黒煙が昇り家屋だったモノは最早かつての姿をしておらず崩壊してその傍らに横たわるのはかつては笑い怒り悲しみを持って動いていたであろう躯。
なぜこのような惨状を生んだのか、理由などという大層なモノはなくただならず者にとっては「そこにあったから」というものだった。
哀れなかつての村は村民全てを失い黒い灰へと姿を変えてゆこうとしていた。
その中でぽつりと場違いなモノが立っていた。
小さな子供だ。
夜の空色に似た深い紺の髪と何も映していない朧な真朱の瞳。
無造作に伸びた髪が揺ら揺らと風と靡き、やせ細った白い肢体はどこか幽鬼のような不気味さを見る者に感じさせる。
ふいに立ちあがったものの栄養失調寸前の肢体を支えるには頼りげないこの足ではすぐにバランスを崩して倒れこんでしまった。
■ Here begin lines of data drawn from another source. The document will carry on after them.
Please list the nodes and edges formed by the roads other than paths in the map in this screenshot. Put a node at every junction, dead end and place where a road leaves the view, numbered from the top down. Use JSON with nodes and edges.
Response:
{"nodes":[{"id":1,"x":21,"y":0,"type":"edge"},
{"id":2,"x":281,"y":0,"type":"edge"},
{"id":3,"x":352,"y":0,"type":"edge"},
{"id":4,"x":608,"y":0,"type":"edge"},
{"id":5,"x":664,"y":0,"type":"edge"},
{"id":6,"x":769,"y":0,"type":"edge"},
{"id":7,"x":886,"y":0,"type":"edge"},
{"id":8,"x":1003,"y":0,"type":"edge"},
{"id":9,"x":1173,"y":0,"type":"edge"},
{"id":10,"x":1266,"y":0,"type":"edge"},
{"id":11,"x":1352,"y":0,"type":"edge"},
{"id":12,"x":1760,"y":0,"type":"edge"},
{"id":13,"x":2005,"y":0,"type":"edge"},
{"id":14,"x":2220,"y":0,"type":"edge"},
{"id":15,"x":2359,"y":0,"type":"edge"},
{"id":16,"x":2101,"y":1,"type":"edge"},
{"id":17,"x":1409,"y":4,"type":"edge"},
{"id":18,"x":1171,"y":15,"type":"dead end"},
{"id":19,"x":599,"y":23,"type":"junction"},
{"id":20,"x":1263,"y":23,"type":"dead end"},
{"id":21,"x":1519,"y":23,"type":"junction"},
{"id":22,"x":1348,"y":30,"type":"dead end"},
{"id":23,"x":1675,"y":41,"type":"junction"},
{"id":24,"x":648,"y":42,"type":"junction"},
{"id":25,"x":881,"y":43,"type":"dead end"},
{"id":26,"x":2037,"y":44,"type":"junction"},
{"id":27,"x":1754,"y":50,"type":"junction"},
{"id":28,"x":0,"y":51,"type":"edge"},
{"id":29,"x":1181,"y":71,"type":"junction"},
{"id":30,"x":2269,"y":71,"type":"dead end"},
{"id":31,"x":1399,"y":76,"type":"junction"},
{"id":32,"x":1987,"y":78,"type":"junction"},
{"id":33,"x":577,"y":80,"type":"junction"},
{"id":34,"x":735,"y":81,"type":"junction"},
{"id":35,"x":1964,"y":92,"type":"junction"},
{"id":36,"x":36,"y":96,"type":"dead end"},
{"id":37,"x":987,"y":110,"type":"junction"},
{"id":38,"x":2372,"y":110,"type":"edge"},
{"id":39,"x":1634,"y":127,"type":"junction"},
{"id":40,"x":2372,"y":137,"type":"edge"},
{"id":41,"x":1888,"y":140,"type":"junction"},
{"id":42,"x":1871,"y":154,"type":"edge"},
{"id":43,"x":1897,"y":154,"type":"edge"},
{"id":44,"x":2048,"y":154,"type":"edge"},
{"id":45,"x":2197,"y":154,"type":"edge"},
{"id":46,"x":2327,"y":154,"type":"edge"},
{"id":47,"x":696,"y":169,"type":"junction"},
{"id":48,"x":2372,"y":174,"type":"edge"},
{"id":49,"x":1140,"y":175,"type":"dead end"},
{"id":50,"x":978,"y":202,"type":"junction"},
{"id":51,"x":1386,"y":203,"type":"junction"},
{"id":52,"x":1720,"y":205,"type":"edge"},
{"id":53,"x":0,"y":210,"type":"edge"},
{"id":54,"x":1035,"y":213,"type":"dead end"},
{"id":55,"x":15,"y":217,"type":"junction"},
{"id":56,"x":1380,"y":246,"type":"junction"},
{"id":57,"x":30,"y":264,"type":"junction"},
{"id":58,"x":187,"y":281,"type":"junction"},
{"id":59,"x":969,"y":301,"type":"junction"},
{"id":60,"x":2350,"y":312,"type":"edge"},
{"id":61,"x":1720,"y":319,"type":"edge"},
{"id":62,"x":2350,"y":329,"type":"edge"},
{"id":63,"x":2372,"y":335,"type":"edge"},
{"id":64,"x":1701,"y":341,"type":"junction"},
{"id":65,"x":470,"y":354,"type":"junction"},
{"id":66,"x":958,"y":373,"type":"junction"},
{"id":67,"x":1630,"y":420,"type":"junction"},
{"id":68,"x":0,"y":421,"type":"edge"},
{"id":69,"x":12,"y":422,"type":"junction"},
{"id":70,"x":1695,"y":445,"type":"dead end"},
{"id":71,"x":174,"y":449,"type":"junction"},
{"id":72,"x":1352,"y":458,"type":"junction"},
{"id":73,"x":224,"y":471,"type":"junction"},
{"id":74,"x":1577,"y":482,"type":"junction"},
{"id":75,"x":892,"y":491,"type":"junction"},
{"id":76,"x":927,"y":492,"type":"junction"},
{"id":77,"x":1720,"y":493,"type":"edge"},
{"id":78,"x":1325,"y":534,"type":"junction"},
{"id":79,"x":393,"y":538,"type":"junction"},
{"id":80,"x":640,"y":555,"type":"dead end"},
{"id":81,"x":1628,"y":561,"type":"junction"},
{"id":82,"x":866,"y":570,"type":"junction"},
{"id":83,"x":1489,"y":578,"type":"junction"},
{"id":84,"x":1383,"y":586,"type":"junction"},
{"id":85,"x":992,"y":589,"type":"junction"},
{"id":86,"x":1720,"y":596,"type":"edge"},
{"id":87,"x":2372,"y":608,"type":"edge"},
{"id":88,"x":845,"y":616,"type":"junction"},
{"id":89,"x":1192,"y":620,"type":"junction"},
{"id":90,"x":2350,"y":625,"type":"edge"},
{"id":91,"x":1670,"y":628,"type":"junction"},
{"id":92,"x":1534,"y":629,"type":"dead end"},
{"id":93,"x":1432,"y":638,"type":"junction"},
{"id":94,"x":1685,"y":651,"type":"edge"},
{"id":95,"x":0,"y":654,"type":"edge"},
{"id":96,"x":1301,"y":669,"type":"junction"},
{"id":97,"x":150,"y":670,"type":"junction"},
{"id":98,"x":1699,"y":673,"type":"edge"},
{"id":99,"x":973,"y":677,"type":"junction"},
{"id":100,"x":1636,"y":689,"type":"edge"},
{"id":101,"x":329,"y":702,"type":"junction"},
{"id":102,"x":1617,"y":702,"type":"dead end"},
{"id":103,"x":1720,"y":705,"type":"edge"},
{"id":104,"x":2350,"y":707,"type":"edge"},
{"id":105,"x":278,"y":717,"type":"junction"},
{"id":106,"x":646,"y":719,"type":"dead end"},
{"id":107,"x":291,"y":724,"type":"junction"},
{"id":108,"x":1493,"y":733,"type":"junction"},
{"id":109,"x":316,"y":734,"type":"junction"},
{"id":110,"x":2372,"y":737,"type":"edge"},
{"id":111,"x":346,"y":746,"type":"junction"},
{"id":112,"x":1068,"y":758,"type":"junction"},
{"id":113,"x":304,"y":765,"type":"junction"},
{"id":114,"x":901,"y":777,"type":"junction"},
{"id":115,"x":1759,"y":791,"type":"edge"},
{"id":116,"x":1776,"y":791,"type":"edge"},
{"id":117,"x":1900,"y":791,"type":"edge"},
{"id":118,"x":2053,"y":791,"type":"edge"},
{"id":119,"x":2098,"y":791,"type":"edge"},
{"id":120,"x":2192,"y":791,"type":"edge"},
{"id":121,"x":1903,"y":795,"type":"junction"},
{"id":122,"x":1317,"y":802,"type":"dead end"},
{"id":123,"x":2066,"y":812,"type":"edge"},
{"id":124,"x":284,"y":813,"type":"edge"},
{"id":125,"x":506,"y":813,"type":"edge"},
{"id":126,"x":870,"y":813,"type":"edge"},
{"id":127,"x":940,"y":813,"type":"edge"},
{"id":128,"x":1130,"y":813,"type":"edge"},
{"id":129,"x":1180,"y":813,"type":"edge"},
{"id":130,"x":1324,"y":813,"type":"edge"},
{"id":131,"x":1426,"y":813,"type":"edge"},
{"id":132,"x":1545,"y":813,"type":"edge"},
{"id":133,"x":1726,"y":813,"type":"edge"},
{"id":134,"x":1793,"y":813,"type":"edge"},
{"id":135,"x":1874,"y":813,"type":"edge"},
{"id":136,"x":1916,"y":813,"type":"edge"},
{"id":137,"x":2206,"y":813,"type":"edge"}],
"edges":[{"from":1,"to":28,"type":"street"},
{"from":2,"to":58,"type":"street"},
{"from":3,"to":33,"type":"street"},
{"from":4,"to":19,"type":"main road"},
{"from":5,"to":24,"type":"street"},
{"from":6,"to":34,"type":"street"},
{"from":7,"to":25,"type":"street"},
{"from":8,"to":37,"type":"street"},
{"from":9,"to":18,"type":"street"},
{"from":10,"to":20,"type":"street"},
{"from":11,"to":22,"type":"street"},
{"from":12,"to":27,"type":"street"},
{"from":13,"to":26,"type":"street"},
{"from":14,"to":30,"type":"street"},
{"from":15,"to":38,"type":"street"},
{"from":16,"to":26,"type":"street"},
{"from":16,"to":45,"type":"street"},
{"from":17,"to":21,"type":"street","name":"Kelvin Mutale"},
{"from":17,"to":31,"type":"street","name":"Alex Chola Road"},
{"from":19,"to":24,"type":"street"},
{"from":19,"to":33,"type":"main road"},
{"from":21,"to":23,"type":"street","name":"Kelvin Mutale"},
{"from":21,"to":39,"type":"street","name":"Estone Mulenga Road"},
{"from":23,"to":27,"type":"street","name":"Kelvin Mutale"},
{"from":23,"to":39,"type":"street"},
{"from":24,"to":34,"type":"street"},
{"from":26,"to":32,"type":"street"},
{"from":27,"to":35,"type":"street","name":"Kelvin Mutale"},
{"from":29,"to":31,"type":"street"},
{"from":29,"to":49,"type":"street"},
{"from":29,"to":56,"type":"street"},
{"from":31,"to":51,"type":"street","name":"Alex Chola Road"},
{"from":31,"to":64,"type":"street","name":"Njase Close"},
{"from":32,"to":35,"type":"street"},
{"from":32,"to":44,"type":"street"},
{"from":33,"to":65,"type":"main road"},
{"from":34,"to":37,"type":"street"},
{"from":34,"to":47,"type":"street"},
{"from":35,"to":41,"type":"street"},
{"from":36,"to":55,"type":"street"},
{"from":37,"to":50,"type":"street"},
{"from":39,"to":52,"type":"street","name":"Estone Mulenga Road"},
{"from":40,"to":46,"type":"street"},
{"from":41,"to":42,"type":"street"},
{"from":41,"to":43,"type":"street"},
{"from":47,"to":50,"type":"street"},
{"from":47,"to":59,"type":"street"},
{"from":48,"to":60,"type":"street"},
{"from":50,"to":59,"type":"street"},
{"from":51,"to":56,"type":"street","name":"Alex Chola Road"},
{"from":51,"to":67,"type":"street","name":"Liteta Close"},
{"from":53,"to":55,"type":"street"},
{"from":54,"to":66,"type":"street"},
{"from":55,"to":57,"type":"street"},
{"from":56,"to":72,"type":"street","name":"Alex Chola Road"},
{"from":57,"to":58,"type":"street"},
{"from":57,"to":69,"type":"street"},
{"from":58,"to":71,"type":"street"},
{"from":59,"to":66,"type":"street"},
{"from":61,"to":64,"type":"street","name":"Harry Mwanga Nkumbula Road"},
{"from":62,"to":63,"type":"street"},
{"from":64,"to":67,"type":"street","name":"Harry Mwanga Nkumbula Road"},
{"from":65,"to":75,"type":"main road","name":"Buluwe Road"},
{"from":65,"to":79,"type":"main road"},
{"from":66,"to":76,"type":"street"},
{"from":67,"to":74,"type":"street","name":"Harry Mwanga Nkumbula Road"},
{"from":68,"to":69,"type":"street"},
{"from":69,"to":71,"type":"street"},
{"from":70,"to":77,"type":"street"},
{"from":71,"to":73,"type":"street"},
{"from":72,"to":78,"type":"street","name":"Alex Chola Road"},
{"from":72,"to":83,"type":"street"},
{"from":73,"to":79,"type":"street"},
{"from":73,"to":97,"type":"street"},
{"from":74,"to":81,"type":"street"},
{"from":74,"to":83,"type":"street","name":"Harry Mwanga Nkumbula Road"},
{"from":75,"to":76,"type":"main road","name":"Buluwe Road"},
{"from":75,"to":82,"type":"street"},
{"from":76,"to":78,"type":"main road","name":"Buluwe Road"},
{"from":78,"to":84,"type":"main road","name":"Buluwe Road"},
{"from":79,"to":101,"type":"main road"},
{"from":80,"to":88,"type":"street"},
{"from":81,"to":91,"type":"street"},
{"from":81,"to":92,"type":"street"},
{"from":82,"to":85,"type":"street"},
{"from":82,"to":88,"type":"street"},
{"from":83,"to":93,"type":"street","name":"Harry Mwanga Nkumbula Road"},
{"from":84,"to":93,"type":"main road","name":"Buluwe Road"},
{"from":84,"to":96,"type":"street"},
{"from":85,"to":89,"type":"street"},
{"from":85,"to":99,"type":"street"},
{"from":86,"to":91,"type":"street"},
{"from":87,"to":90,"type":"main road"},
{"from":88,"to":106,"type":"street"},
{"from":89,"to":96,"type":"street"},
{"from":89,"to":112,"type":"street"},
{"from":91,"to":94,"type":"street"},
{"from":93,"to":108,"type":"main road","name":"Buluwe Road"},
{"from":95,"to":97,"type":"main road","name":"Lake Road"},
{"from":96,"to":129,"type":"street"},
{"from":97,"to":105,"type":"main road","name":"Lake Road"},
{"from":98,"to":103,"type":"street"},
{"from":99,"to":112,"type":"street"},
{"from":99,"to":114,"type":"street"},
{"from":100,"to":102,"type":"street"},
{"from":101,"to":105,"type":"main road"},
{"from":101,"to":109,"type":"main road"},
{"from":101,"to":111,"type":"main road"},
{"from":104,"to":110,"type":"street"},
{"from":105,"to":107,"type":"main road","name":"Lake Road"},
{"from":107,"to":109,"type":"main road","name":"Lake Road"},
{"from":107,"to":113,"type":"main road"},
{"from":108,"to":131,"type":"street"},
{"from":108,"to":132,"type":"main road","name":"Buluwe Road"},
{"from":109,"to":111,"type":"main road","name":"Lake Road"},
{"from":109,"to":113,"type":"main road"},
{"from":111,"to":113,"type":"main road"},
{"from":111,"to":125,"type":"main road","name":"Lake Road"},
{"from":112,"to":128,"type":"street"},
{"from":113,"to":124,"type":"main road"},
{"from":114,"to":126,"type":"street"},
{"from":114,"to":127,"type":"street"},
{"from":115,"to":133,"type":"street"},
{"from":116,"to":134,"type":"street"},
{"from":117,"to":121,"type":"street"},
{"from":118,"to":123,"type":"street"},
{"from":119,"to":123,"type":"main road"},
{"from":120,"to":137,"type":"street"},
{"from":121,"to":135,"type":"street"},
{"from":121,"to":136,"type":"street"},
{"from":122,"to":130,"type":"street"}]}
地面にしみ込むどす黒い血と泥の混じる地面に強かに打ちつける。
苦悶の表情を浮かべることもない能面のような無表情。
感情等ないかのように、心など魂等その身体にははいっていないかのように微動だにしない。
これは最早「人形」と言っていいようなものだ。
空は暗がり暗鈍とした分厚い雲が垂れこみ次第に雨粒を運んできた。
次第に強く打つ雨音に僅かな吐息音を消されてゆく。
そう気が付いたらそこにいたのだ。
身体が動かない。石を載せているよに重い。
なんだコレ?目も良く見えない。
何度か瞬きをして漸く視界が開けた。
はぁ?どこぞの地獄ですか??
本気でそんなことを思った。だって家は燃えてるしそこらへんに死体らしきものが横たわってるし。
見たことも想像したこともない世界が広がってる。
正直訳わかんないしパニック。
でも身体は相変わらず動けないし思考を若干曖昧っというか頭の中靄がかかってうまく考えがまとまらない。
そのおかげなのかそれほど混乱しているわけでもない。まぁパニックであることに変わりはないのだけれど。これはパニックしすぎたのかな?
兎に角現状を把握、もといなんで此処にいるのか考えるべきだろう。
少し落ち着いて思い出してみよう。
最後に覚えているのは…そうだ、部屋でアニメを見ていたんだ。久しぶりの休みだから溜まってたアニメの録画を見ようって切りのいいところまで見て眠くなり始めたから仮眠でもって横になって…
そこから記憶が無い。
これは夢か?いやあまりにもリアルすぎる。動かない身体とはいえ感覚は有る。雨雫に打たれる感覚、濡れてる感覚、体中に奔る鈍い痛み。
空腹と渇き…夢とは到底思えない。
何よりこの匂い。煙と錆びた鉄のような…血の臭い。